Il Piano Industria 4.0 del Governo è realtà da settembre 2016 in tutte le sue componenti. Tre sono gli assi che sono stati progettati per guidare l’industria italiana verso l’adozione di una vera cultura digitale. Ed è particolarmente importante sottolineare il termine cultura perché è proprio sulla diffusione di una vera preparazione al digitale che si regge lo sviluppo di questa politica industriale ed è su questo che si giocherà la partita più importante per lo sviluppo economico del nostro paese.

I punti del Piano Industria 4.0:

1 – Si parte dal sostegno economico alle imprese con una serie di azioni volte a finanziare l’innovazione e in particolare l’innovazione che porta le imprese verso una sostanziale e radicale trasformazione digitale.

2 – Poi c’è la formazione, per le persone naturalmente ma concettualmente per le organizzazioni, per il management e per la cultura stessa delle imprese che devono rivedere processi e sempre più spesso gli stessi modelli di business, un processo che non potrà essere vincente se non è accompagnato e sostenuto da un processo di formazione al digitale che rispetto al passato non può essere solo limitato a una formazione “tecnologica” o di una “parte” dell’impresa. L’Industry 4.0 o coinvolge tutta l’azienda in tutte le sue componenti o non è Industry 4.0.

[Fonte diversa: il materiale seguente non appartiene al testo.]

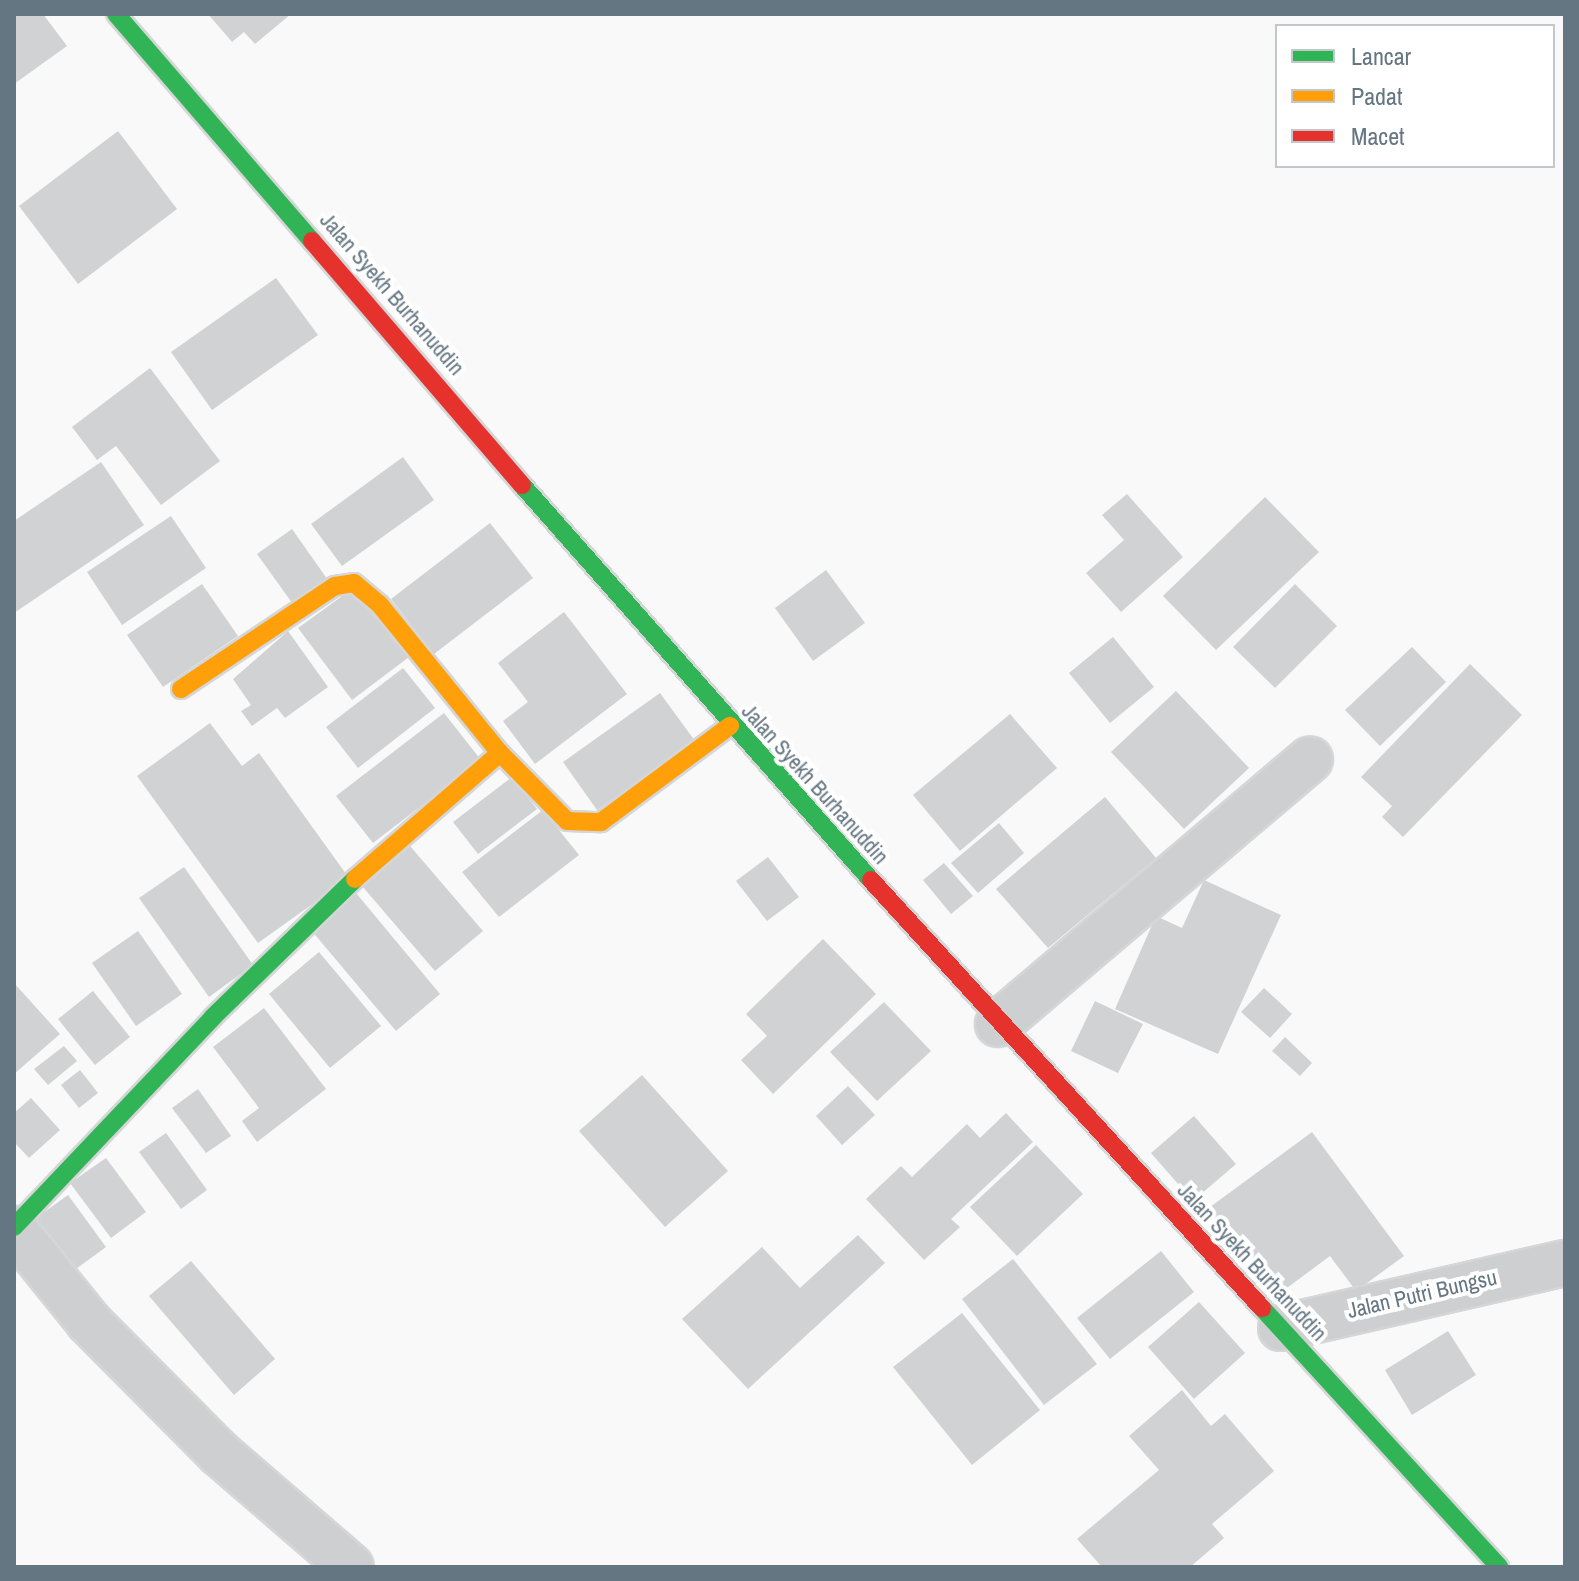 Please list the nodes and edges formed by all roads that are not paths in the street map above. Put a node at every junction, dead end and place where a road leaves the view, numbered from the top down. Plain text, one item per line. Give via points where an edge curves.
1 (116, 14) edge
2 (181, 689) dead end
3 (730, 726) junction
4 (500, 753) junction
5 (1310, 759) dead end
6 (998, 1024) junction
7 (14, 1228) edge
8 (1565, 1263) edge
9 (1281, 1328) junction
10 (351, 1567) edge
11 (1499, 1567) edge

1 - 3 main road, Jalan Syekh Burhanuddin
2 - 4 main road via 335,586 354,583 380,605
3 - 4 main road via 592,824 567,821
3 - 6 main road, Jalan Syekh Burhanuddin
4 - 7 main road via 400,836 213,1017
5 - 6 street
6 - 9 main road, Jalan Syekh Burhanuddin
7 - 10 street via 89,1322 219,1453
8 - 9 street, Jalan Putri Bungsu
9 - 11 main road, Jalan Syekh Burhanuddin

3 – Valorizzazione delle eccellenze, creazione e sviluppo di Competence Center e azioni di comunicazione sul territorio per stimolare, incoraggiare e promuovere lo sviluppo di progetti Industry 4.0.

E in Campania?
Diverse sono le iniziative tese a far conoscere le potenzialità del Piano Industria 4.0 sul territorio campano.
I player maggiormente attivi sono l’Università di Napoli Federico II e l’Unione Industriali.

A pochi giorni dall’approvazione del Piano nazionale per l’Industry 4.0 da parte del Governo, è stato presentato all’Università degli Studi di Napoli “Federico II” il primo caso italiano di collaborazione fra mercato della distribuzione e mondo accademico per la formazione dei professionisti del settore automazione.

Ad oggi sono 130 gli studenti usciti dall’Aula magna Massimillla della Facoltà di Ingegneria dell’Università Federico II di Napoli con in tasca un diploma in Industria 4.0. Si conclude così la prima edizione del corso in Innovazione della produzione industriale partito a ottobre, nato da un’idea di Sonepar Italia, azienda specializzata nella distribuzione di materiale elettrico e componenti per l’automazione e sostenuto dal Dipartimento di Ingegneria dei Materiali dell’Università Federico II.

L’Unione Industriali di Napoli ha proposto diversi convegni sull’argomento allo scopo di divulgare le potenzialità del progetto.

Una nuova opportunità per le nostre aziende? Forse, ma è necessario informare e qualificare il nostro management. Qualcuno ha detto che “La fortuna è l’incontro tra competenza e opportunità”. L’opportunità questa volta esiste, dobbiamo metterci noi la competenza.